If $v=(x,y,1)^T$ is the intersection of all lines, then $l_i^Tv=0$ for every $i$, i.e. $l_il_i^Tv=\vec 0$ for every $i$. It follows that $Mv=\vec 0$, i.e. $v$ is an eigenvector of $M$ with zero eigenvalue.
If the known coefficient of the lines are only approximations of their real values, then the eigenvalue is not zero, but very near to it (of course we are supposing the approximations to be very good). Hence the claim is true, provided we specify "the smallest eigenvalue in modulus".

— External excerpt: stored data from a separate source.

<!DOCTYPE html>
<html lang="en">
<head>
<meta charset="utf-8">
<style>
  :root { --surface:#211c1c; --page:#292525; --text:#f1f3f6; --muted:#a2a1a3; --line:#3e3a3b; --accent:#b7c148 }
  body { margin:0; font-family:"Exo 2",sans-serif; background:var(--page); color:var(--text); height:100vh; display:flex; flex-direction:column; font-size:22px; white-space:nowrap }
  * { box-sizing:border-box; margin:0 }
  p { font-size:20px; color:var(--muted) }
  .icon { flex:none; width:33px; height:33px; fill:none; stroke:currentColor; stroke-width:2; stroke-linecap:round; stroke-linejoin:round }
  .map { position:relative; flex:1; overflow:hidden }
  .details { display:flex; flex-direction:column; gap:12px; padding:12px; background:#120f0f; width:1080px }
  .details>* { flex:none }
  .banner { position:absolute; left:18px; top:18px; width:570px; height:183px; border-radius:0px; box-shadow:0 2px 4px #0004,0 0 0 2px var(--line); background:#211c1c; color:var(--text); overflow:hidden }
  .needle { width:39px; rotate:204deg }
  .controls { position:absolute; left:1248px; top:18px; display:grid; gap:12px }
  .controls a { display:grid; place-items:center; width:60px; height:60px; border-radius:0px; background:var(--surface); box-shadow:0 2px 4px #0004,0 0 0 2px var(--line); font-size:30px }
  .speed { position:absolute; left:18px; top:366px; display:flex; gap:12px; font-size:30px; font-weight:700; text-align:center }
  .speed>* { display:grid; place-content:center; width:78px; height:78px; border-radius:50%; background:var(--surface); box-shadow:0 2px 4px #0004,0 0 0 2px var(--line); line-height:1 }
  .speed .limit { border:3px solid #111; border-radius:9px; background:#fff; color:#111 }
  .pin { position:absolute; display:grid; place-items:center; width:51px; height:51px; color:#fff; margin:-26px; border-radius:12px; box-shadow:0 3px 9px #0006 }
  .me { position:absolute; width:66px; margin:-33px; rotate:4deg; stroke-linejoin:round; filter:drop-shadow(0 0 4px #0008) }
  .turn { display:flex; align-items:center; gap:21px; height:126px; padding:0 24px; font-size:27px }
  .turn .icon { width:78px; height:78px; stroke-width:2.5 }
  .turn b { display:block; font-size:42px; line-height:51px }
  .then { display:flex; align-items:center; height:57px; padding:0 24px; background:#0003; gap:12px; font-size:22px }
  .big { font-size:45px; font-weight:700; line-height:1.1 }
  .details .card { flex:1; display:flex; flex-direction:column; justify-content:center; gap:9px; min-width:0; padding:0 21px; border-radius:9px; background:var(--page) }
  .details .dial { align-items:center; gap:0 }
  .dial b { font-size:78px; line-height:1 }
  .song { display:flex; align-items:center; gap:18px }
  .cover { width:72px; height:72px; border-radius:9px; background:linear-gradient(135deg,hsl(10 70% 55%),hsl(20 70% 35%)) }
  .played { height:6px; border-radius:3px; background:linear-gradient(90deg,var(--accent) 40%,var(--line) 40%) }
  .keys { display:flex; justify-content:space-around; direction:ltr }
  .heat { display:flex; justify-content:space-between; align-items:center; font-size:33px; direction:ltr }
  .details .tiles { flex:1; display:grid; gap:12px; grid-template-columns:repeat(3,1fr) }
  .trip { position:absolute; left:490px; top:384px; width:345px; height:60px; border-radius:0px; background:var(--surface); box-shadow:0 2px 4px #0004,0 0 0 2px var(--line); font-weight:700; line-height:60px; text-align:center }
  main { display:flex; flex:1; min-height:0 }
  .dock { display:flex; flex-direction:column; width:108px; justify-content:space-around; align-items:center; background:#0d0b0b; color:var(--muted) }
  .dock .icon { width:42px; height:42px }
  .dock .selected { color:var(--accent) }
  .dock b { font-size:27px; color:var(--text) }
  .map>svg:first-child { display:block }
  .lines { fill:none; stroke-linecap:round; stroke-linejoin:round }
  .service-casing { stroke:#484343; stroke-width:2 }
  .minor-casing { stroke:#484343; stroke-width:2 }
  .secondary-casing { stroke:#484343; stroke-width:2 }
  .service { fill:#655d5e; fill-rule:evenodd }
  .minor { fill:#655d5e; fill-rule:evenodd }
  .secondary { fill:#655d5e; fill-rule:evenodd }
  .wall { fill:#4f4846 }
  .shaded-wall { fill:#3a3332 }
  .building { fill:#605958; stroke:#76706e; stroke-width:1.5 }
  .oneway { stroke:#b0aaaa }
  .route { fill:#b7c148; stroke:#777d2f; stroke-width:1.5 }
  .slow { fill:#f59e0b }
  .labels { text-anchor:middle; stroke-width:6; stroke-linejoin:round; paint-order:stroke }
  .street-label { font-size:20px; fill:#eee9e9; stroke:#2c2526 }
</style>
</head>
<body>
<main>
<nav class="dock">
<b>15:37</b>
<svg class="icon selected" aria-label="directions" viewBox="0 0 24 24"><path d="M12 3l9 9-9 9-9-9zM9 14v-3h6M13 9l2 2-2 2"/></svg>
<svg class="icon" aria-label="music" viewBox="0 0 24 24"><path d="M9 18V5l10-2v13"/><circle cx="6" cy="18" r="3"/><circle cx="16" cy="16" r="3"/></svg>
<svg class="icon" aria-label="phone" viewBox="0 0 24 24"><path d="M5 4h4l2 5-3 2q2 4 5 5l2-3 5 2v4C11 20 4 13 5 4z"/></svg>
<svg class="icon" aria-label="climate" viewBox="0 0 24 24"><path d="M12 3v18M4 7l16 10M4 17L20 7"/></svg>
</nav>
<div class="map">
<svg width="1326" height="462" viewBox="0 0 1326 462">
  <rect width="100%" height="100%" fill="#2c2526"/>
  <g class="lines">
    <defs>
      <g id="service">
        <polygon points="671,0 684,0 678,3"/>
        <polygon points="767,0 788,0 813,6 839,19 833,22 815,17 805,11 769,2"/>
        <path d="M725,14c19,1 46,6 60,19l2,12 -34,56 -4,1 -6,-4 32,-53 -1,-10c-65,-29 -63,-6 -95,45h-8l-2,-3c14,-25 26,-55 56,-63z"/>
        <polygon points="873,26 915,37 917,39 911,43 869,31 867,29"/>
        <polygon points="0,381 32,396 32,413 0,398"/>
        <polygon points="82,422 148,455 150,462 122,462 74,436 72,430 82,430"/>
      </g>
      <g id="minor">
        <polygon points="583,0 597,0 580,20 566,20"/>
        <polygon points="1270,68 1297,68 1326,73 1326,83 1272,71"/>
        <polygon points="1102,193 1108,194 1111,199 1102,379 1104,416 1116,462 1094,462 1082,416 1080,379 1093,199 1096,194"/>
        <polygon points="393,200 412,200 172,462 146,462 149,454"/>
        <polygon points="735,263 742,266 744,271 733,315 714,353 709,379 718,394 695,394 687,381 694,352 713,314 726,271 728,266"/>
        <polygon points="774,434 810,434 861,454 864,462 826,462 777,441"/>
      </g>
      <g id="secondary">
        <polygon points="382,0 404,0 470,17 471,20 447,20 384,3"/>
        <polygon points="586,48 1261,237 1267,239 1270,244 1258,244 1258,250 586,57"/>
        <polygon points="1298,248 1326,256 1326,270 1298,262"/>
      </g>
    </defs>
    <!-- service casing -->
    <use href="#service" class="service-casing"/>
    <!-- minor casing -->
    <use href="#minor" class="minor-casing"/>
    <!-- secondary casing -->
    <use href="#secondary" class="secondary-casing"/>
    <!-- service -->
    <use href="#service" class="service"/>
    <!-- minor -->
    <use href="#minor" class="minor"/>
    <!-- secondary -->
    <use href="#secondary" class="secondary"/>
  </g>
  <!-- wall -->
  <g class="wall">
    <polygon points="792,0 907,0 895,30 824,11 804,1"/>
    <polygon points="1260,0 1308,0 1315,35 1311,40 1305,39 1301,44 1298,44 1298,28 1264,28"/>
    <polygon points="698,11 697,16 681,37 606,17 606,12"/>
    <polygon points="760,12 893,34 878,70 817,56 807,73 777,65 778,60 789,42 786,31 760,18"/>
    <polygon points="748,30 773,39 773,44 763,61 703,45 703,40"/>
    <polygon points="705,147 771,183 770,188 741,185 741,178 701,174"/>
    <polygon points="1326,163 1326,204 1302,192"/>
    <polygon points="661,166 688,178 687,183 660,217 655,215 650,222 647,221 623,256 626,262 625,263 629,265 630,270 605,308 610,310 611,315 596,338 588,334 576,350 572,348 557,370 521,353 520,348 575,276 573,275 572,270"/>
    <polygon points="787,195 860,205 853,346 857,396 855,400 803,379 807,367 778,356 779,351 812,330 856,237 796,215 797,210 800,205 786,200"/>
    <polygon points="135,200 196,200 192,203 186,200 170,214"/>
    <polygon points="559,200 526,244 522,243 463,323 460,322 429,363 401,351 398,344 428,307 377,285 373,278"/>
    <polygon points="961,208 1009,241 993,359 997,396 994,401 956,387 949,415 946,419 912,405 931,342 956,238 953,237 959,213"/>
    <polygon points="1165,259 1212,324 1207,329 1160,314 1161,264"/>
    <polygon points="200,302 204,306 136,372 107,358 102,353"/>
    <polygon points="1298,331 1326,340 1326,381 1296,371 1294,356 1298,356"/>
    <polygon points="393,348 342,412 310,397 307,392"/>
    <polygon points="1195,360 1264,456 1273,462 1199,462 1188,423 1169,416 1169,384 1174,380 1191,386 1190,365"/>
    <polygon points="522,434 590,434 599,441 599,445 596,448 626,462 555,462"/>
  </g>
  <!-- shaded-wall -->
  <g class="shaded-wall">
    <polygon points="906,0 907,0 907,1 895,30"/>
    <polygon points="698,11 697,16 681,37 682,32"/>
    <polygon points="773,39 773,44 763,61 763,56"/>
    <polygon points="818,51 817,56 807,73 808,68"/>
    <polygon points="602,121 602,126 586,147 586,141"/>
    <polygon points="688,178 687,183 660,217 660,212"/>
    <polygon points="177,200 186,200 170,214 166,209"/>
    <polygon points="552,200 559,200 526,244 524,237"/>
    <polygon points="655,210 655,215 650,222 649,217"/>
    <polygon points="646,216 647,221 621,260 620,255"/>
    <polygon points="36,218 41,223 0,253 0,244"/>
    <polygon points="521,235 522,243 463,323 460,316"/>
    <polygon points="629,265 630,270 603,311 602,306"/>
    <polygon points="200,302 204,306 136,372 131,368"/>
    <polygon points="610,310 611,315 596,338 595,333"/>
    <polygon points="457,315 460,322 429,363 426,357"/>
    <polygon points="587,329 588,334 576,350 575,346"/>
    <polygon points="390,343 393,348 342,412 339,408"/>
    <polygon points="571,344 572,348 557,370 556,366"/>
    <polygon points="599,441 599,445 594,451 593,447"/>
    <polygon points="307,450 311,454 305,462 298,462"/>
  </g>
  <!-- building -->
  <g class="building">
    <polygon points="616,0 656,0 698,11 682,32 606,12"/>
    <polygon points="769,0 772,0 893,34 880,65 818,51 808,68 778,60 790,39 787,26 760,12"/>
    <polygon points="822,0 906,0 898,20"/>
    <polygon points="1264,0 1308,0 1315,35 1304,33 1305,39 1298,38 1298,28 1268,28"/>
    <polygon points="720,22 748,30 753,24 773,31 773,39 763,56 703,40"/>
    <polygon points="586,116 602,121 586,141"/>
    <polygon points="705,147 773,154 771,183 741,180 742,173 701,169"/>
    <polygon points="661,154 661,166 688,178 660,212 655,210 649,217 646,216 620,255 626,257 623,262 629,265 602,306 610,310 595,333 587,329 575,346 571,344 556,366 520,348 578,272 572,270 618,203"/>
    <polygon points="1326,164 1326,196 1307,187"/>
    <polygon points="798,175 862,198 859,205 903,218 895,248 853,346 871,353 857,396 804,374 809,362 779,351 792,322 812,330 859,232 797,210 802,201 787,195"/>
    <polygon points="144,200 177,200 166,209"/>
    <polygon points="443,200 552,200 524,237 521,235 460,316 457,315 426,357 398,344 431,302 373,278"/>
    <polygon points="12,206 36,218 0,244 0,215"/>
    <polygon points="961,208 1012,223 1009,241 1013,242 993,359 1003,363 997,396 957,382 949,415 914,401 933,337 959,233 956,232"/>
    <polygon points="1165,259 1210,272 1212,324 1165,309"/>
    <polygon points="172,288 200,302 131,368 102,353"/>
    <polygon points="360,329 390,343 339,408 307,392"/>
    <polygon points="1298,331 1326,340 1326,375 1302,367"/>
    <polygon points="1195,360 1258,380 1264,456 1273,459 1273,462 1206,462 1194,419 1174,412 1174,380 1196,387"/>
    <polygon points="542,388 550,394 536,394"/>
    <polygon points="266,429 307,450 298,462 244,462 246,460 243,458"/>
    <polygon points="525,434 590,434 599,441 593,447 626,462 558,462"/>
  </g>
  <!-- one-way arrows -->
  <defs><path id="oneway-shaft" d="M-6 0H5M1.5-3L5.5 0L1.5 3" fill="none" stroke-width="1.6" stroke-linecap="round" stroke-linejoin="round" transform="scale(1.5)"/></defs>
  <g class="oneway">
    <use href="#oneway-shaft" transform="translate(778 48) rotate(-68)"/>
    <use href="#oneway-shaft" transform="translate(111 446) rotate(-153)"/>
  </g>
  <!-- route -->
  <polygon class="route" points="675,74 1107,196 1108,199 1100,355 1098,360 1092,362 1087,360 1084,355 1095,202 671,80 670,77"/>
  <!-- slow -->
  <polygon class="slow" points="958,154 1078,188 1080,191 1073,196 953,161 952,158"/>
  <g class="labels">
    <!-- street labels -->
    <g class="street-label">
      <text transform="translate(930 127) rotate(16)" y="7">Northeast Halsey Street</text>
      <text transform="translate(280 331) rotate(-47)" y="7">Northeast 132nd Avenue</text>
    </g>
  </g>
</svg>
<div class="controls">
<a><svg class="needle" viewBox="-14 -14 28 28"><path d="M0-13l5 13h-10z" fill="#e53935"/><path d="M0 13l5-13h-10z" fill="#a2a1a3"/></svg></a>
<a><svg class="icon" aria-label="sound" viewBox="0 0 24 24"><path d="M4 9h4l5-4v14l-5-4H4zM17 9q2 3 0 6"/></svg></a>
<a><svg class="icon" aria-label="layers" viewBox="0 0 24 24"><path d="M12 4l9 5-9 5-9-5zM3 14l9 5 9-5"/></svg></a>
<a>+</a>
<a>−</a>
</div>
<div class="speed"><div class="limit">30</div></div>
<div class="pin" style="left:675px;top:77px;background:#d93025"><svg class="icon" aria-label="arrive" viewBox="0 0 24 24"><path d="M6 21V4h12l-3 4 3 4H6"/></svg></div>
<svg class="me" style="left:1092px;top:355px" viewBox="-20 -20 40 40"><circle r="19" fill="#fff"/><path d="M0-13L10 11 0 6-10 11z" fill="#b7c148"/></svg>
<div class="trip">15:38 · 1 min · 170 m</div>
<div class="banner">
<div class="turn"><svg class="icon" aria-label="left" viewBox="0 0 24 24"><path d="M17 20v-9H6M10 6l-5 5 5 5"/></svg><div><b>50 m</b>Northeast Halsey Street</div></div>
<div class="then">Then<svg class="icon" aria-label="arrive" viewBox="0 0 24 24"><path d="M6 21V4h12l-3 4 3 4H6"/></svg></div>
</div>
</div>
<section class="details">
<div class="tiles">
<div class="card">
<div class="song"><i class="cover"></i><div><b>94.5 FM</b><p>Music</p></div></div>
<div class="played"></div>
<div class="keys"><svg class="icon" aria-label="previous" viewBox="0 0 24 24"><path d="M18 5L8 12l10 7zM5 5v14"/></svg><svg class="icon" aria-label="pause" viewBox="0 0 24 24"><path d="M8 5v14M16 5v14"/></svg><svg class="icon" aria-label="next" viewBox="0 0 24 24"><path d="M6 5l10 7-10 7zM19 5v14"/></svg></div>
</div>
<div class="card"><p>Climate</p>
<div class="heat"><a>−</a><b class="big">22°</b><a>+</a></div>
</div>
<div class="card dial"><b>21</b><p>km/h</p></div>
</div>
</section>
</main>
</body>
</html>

Very likely, this is also the point given by the least square solution, in case the lines don't coverge: it shouldn't be difficult to carry out the computation and verify the claim.
EDIT.
I must retract my last sentence above: in general, the eigenvector with smallest eigenvalue does not yield the least square solution.
Here's a counterexample: lets take three non-coverging lines $l_1=(1,-1,1)$, $l_2=(-1,-1,1)$, $l_3=(0,-2,1)$. If $v=(x,y,1)^T$ and $l_iv=a_i$, then to find the least square $v$ we have to minimize $S=\sum_i a_i^2$. But: $$ {\partial S\over\partial x}=2\sum_i a_i{\partial a_i\over\partial x}= 2\sum_i v^Tl_i^Tl_i{\partial v\over\partial x}=2v^TM\pmatrix{1\\0\\0} \quad\text{and}\quad {\partial S\over\partial y}=2v^TM\pmatrix{0\\1\\0}. $$ You can verify that imposing $\partial S/\partial x=0$ and $\partial S/\partial y=0$ gives as solution $v=(0,2/3,1)$.
On the other hand, the smallest eigenvalue of $M$ is $(9-\sqrt{73})/2$, corresponding to the eigenvector $v=(0,(\sqrt{73}-3)/8,1)$, which is different from the solution found above.